■ PROBLEM DETAILS ■
Go through the data and tally the lines that include "Roosevelt". The reply is that number alone.
+ + +
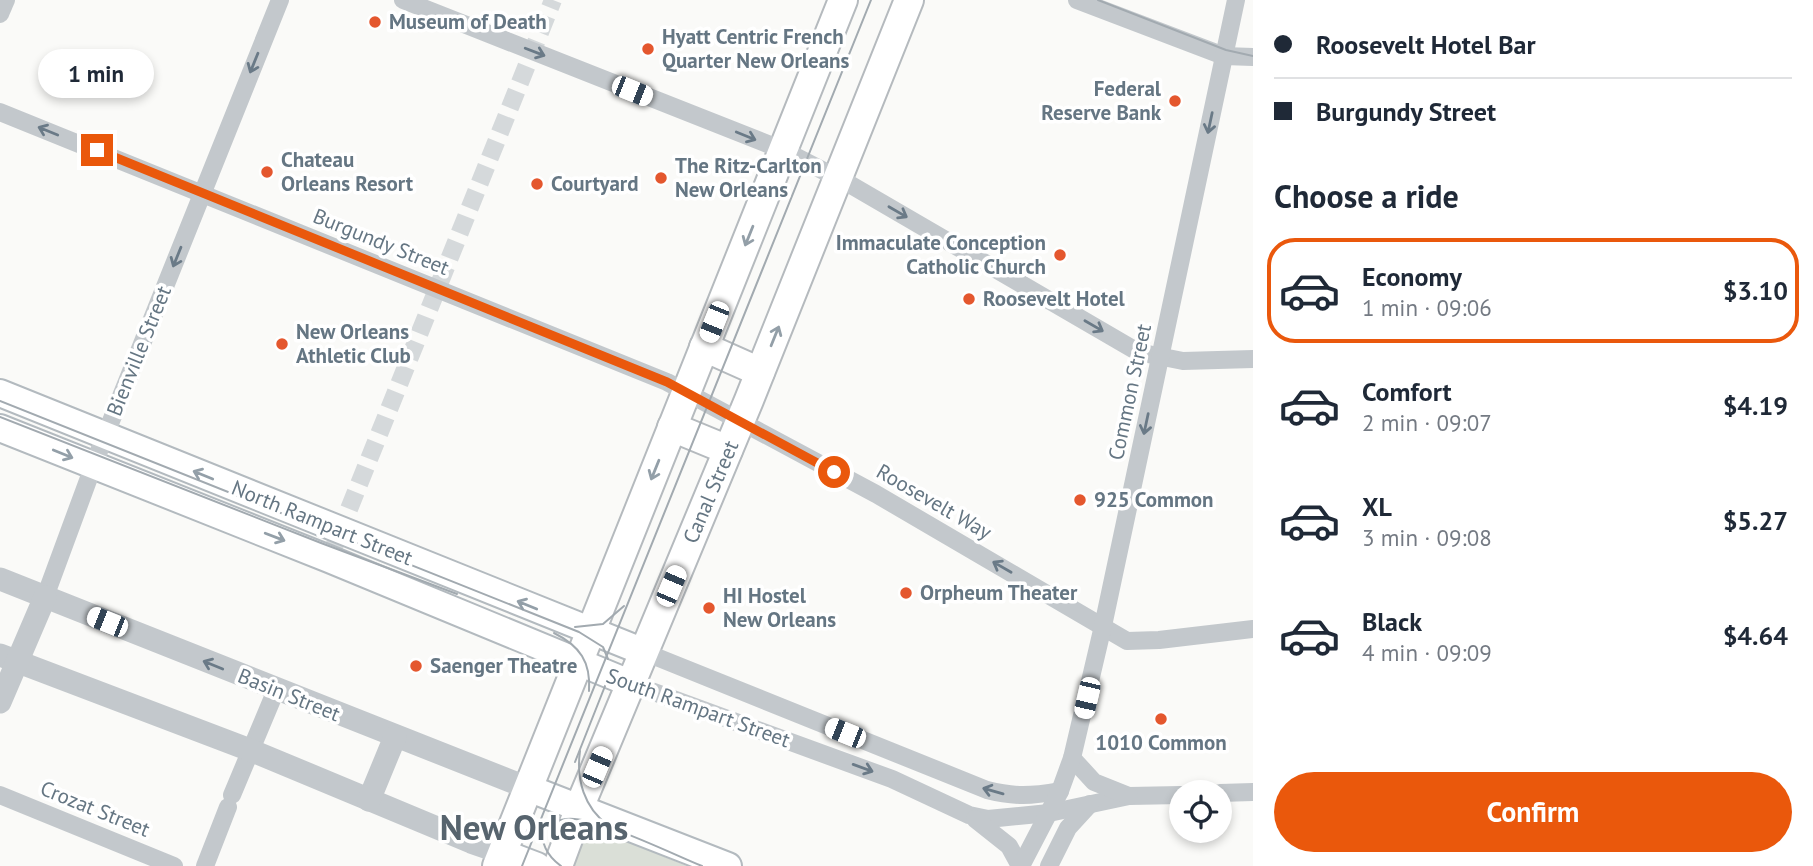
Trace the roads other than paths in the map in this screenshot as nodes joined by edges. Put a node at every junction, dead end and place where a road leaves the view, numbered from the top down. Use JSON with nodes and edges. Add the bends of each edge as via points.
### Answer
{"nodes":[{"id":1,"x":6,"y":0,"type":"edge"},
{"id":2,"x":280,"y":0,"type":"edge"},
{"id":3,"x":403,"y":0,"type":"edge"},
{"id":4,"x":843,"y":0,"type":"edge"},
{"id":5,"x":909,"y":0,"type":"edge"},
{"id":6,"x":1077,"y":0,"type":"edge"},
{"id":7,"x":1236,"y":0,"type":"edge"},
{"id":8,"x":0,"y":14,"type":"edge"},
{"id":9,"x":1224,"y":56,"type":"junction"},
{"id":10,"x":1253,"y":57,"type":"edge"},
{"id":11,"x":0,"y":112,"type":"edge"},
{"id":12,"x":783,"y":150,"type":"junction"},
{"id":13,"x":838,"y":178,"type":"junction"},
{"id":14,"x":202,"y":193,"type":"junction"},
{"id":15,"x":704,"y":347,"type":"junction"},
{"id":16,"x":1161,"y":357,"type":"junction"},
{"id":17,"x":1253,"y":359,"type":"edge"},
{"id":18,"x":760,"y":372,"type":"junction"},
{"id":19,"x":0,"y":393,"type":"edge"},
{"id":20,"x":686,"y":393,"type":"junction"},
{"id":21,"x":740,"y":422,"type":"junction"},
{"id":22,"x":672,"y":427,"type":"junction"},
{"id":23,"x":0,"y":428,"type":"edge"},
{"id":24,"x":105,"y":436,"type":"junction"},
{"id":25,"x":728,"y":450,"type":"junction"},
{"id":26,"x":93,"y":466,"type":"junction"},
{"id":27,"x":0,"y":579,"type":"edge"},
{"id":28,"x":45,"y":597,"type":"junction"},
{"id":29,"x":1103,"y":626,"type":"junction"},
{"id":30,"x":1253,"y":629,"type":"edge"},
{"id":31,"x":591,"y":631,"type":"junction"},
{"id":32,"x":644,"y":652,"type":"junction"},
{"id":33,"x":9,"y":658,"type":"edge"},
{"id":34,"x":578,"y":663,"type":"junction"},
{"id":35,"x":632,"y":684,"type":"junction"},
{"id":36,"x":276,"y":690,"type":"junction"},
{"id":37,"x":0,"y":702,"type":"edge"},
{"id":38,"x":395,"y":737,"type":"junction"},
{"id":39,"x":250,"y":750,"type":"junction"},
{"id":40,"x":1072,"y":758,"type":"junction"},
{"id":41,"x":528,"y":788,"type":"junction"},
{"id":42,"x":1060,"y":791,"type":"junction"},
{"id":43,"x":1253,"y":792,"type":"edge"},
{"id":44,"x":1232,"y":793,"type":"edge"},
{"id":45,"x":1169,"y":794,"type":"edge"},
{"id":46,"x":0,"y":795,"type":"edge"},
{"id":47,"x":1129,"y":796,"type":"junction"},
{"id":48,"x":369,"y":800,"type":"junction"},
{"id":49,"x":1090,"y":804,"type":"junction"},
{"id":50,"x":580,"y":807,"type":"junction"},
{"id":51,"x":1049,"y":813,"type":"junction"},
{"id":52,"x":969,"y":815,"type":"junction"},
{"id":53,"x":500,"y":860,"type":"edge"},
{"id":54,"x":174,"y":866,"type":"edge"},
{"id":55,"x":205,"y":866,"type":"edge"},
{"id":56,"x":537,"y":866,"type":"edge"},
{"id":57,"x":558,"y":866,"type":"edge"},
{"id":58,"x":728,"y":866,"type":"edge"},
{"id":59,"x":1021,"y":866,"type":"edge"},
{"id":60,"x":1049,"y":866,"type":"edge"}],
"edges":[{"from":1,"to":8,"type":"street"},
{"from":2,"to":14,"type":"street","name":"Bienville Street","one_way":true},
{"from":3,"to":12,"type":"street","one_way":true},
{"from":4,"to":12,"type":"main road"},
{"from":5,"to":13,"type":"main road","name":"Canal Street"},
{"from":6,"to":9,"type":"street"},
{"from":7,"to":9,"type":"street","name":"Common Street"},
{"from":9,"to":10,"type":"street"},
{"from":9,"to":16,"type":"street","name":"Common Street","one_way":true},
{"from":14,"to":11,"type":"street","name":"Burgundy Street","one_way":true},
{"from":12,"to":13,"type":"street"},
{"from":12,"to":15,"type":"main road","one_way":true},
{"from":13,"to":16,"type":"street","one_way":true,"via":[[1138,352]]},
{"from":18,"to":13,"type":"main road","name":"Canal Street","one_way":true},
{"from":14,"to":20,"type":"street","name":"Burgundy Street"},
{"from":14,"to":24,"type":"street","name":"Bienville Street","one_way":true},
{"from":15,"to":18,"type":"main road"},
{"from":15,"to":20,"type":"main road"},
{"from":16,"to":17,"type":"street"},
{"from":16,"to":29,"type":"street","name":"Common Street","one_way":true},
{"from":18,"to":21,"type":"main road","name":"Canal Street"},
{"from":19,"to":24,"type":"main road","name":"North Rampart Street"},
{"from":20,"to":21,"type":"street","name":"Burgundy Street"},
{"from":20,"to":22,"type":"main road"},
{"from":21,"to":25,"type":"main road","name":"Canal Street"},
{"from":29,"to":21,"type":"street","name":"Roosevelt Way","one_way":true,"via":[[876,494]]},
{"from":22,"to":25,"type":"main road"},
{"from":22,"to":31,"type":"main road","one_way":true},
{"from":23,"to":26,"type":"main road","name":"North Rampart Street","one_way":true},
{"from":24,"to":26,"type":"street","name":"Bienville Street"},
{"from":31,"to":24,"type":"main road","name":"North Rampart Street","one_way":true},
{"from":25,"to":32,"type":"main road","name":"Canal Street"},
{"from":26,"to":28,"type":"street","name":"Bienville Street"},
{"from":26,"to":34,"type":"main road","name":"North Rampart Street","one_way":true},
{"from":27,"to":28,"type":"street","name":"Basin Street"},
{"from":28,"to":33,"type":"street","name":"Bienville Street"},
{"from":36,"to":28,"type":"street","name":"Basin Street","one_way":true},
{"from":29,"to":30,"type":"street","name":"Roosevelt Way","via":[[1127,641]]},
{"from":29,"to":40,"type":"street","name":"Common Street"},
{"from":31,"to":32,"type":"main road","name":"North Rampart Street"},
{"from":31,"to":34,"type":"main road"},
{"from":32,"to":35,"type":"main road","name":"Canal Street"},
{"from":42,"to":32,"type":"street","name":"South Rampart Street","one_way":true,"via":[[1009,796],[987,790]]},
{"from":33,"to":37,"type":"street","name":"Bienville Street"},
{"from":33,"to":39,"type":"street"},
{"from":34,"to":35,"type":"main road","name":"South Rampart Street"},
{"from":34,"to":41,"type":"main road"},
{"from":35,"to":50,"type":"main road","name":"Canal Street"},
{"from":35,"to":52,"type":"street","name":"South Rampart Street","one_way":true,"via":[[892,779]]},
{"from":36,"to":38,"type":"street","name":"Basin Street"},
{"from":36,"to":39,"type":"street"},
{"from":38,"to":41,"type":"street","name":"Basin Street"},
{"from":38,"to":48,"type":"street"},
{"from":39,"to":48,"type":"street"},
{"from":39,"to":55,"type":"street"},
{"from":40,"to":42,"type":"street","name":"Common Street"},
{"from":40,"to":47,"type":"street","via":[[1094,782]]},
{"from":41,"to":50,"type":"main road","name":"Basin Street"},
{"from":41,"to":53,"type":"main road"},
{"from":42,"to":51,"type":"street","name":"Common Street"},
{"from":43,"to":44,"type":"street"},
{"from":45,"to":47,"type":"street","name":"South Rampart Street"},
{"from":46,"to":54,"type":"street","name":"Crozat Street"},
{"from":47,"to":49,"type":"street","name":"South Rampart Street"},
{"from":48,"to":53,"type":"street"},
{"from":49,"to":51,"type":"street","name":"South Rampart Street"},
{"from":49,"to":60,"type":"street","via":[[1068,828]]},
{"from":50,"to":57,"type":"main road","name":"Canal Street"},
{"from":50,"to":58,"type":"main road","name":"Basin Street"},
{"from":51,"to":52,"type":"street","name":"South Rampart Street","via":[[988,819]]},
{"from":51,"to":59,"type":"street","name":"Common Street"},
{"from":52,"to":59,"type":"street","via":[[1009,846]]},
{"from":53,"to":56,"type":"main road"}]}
+ + +
■ RESPONSE BELOW ■
2